By Heather A.
4 out of 5 stars ★★★★☆
Located in a nameless desert somewhere in the great American Southwest, Night Vale is a small town where ghosts, angels, aliens, and government conspiracies are all commonplace parts of everyday life. It is here that the lives of two women, with two mysteries, will converge.
Nineteen-year-old Night Vale pawn shop owner Jackie Fierro is given a paper marked “King City” by a mysterious man in a tan jacket holding a deer skin suitcase. Everything about him and his paper unsettles her, especially the fact that she can’t seem to get the paper to leave her hand, and that no one who meets this man can remember anything about him. Jackie is determined to uncover the mystery of King City and the man in the tan jacket before she herself unravels.
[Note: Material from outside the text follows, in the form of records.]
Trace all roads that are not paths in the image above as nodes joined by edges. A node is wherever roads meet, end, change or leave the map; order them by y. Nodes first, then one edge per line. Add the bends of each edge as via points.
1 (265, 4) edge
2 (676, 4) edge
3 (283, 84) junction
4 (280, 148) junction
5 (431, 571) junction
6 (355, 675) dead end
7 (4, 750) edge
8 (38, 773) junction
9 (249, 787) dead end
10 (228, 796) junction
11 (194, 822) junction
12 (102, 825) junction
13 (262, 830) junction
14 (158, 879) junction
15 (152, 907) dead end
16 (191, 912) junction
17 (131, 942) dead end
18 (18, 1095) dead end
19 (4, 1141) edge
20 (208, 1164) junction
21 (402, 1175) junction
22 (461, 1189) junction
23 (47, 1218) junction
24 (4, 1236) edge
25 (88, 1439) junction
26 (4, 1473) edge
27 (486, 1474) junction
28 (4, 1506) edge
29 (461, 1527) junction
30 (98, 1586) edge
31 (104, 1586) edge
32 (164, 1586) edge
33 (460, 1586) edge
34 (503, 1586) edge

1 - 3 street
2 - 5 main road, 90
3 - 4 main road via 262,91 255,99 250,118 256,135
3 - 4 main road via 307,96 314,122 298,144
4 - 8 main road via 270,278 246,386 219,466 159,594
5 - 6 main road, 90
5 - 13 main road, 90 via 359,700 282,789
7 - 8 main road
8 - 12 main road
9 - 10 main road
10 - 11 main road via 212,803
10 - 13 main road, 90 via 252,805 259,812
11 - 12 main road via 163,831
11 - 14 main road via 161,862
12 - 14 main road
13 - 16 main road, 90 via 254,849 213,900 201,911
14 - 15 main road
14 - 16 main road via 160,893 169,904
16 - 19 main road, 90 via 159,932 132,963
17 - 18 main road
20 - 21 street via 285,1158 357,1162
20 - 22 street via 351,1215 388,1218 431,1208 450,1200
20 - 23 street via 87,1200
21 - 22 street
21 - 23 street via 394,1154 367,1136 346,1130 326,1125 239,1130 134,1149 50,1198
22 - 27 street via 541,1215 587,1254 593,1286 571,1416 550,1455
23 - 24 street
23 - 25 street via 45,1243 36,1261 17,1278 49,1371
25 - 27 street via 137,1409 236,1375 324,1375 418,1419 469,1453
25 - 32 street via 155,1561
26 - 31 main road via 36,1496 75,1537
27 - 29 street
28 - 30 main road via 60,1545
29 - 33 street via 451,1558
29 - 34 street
Night Vale PTA treasurer Diane Crayton’s son, Josh, is moody and also a shape shifter. And lately Diane’s started to see her son’s father everywhere she goes, looking the same as the day he left years earlier, when they were both teenagers. Josh, looking different every time Diane sees him, shows a stronger and stronger interest in his estranged father, leading to a disaster Diane can see coming, even as she is helpless to prevent it.
Diane’s search to reconnect with her son and Jackie’s search for her former routine life collide as they find themselves coming back to two words: “King City”. It is King City that holds the key to both of their mysteries, and their futures…if they can ever find it.
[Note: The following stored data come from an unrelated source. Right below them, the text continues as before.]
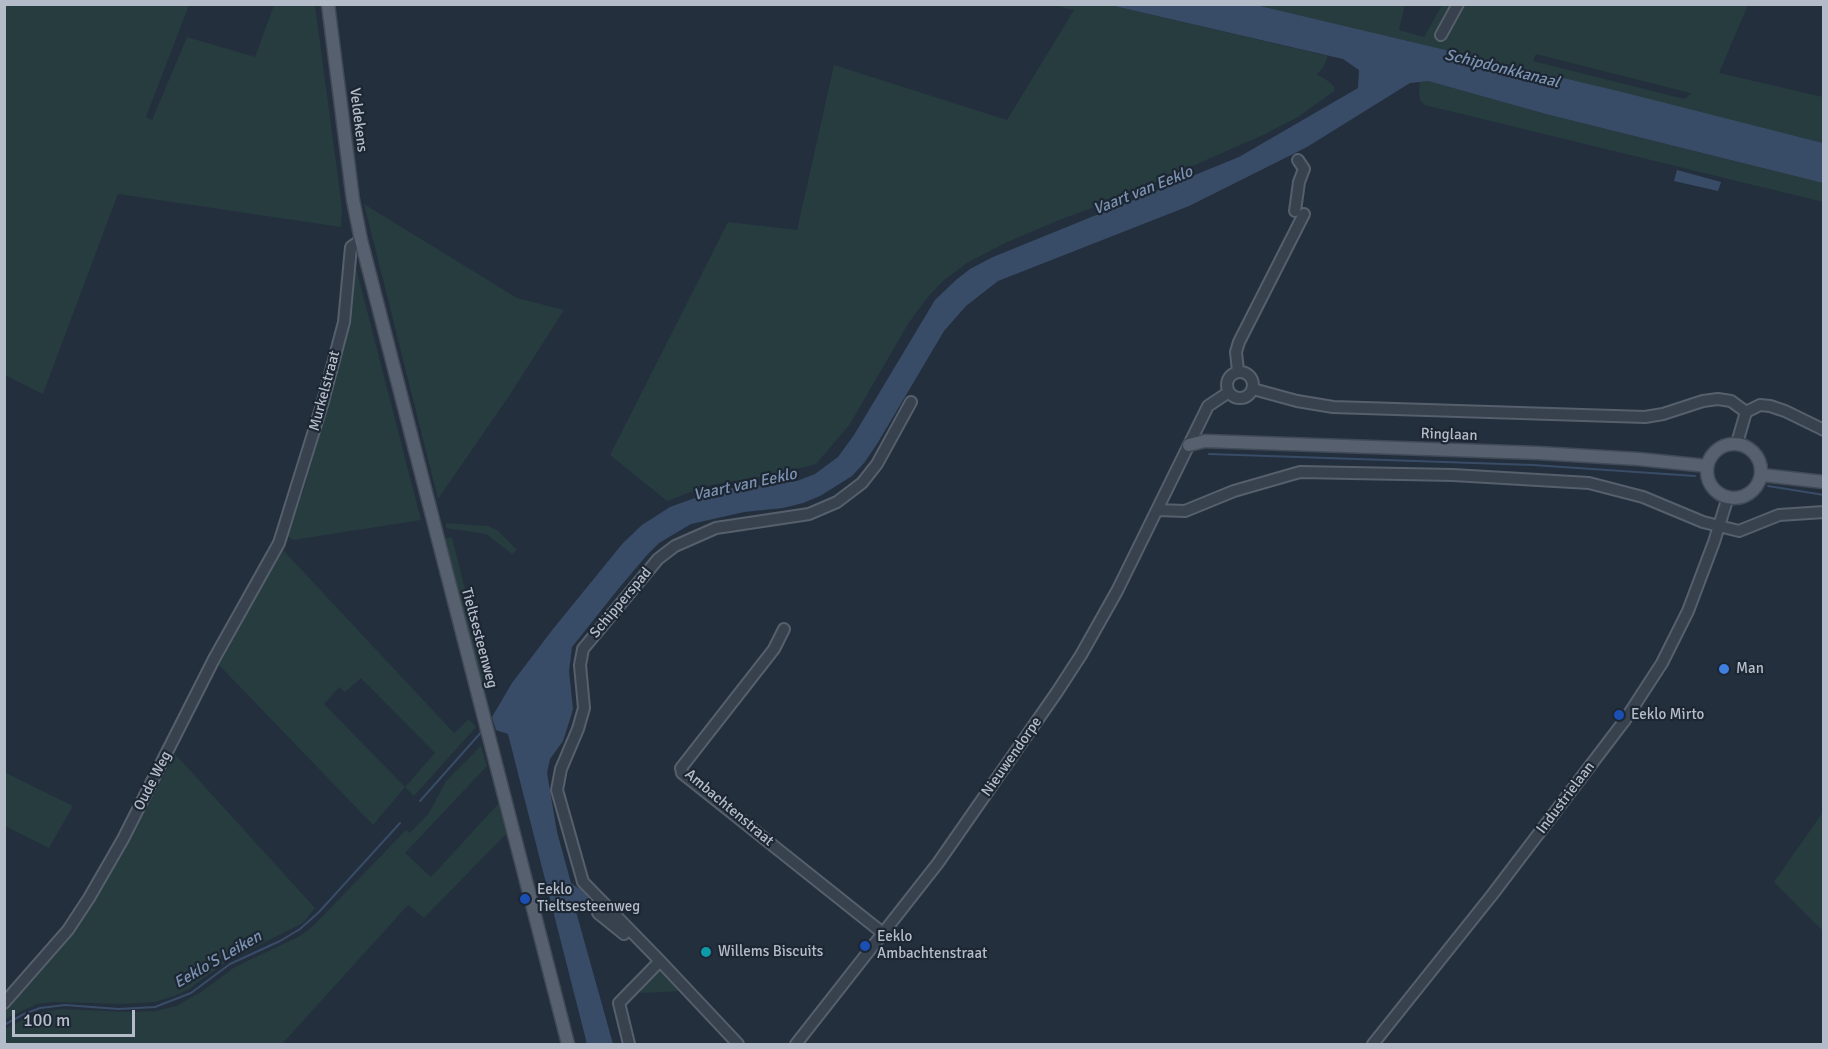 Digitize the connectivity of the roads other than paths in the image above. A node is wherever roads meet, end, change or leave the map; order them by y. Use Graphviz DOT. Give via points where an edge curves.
graph roads {
  1 [pos="328,4"];
  2 [pos="1458,4"];
  3 [pos="1441,35"];
  4 [pos="1298,159"];
  5 [pos="361,240"];
  6 [pos="1238,371"];
  7 [pos="1253,389"];
  8 [pos="1228,392"];
  9 [pos="911,402"];
  10 [pos="1746,412"];
  11 [pos="1824,430"];
  12 [pos="1737,443"];
  13 [pos="1189,445"];
  14 [pos="1707,466"];
  15 [pos="1761,475"];
  16 [pos="1824,482"];
  17 [pos="1728,497"];
  18 [pos="1158,510"];
  19 [pos="1824,512"];
  20 [pos="1719,527"];
  21 [pos="279,543"];
  22 [pos="784,629"];
  23 [pos="598,913"];
  24 [pos="629,929"];
  25 [pos="884,934"];
  26 [pos="660,961"];
  27 [pos="4,1004"];
  28 [pos="568,1044"];
  29 [pos="629,1044"];
  30 [pos="738,1044"];
  31 [pos="796,1044"];
  32 [pos="1373,1044"];
  1 -- 5 [label="main road, Veldekens"];
  2 -- 3 [label="street"];
  4 -- 6 [label="street" via="1304,169 1299,182 1300,212 1239,342"];
  5 -- 21 [label="street, Murkelstraat" via="351,247 344,322"];
  5 -- 28 [label="main road, Tieltsesteenweg"];
  6 -- 7 [label="street" via="1250,376"];
  6 -- 8 [label="street" via="1227,382"];
  7 -- 8 [label="street" via="1239,398"];
  7 -- 10 [label="street" via="1297,401 1344,407 1645,417 1718,399 1731,401"];
  8 -- 13 [label="street, Nieuwendorpe" via="1208,406"];
  9 -- 24 [label="street, Schipperspad" via="877,464 862,483 837,502 809,514 716,528 675,546 658,559 583,649 580,665 584,708 557,790 583,882"];
  10 -- 11 [label="street" via="1753,407 1770,406"];
  10 -- 12 [label="street"];
  12 -- 14 [label="main road" via="1721,447"];
  12 -- 15 [label="main road" via="1756,453"];
  13 -- 14 [label="main road, Ringlaan" via="1205,441 1538,453"];
  13 -- 18 [label="street, Nieuwendorpe"];
  14 -- 17 [label="main road" via="1712,487"];
  15 -- 16 [label="main road"];
  15 -- 17 [label="main road" via="1748,495"];
  17 -- 20 [label="street, Industrielaan"];
  18 -- 20 [label="street" via="1185,511 1286,474 1345,472 1589,483 1652,500"];
  18 -- 25 [label="street, Nieuwendorpe" via="1071,671"];
  19 -- 20 [label="street" via="1779,515 1739,531"];
  20 -- 32 [label="street, Industrielaan" via="1684,620 1625,720"];
  21 -- 27 [label="street, Oude Weg" via="89,898 68,930"];
  22 -- 25 [label="street, Ambachtenstraat" via="774,649 681,768 682,773"];
  23 -- 24 [label="street" via="624,934"];
  24 -- 26 [label="street, Schipperspad"];
  25 -- 31 [label="street, Nieuwendorpe"];
  26 -- 29 [label="street" via="619,1004"];
  26 -- 30 [label="street, Schipperspad"];
}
I love the podcast Welcome to Night Vale. It’s the only podcast I listen to, in fact (I don’t get Serial, I’m sorry people). What I love most is how anything that is out of the ordinary to the listener is perfectly normal in Night Vale. Of course, the Sheriff’s Secret Police are watching you. Of course, there are numerous angels named Erika that live with old woman Josie. Of course, you can never leave Night Vale. It becomes normal to the listener. Welcome to Night Vale is a weird book. I’m worried that people reading this book for the first time without knowledge of the podcast are going to be confused and miss some of the inside jokes that surround the majority of the text.
What the novel does well is explore some of the mysteries that have been introduced in the podcast. We finally figure out who the man in the tan jacket with the deerskin briefcase is when he’s not roaming around Night Vale. We go inside the library and almost get attacked by librarians (easily one of my favorite scenes–legit scared while reading! Good levels of suspense.). We get to meet citizens of Night Vale at a more in-depth level than we would have with the podcast. Basically, we’re diving deeper into the world that the authors created.
I bet this would be a better experience if you listened to the audio book because Cecil Baldwin, the voice of Night Vale Radio, really brings the podcast together. His voice is so magical. Unfortunately, the only Cecil we see in the novel is through interludes every three chapters or so, where he is finishing up his broadcast. And the two protagonists will listen to the radio show from time to time, but the novel doesn’t revolve around him.
What I found difficult about the novel was that a normally 30 minute show was made into a 400 page novel and because of this, there was a lot of scenes that just dragged and felt repetitive. The middle was especially difficult to get through (even with the library scene). I felt that nothing about the “mystery” was moved forward until the last 50 pages. The ending was also a bit of a let down. I’m not going to spoil anything, but I didn’t feel emotionally invested enough with Diane or Jackie to see significance in their decisions.
If you like the podcast, I highly recommend reading the book. It’s a great extension of the universe.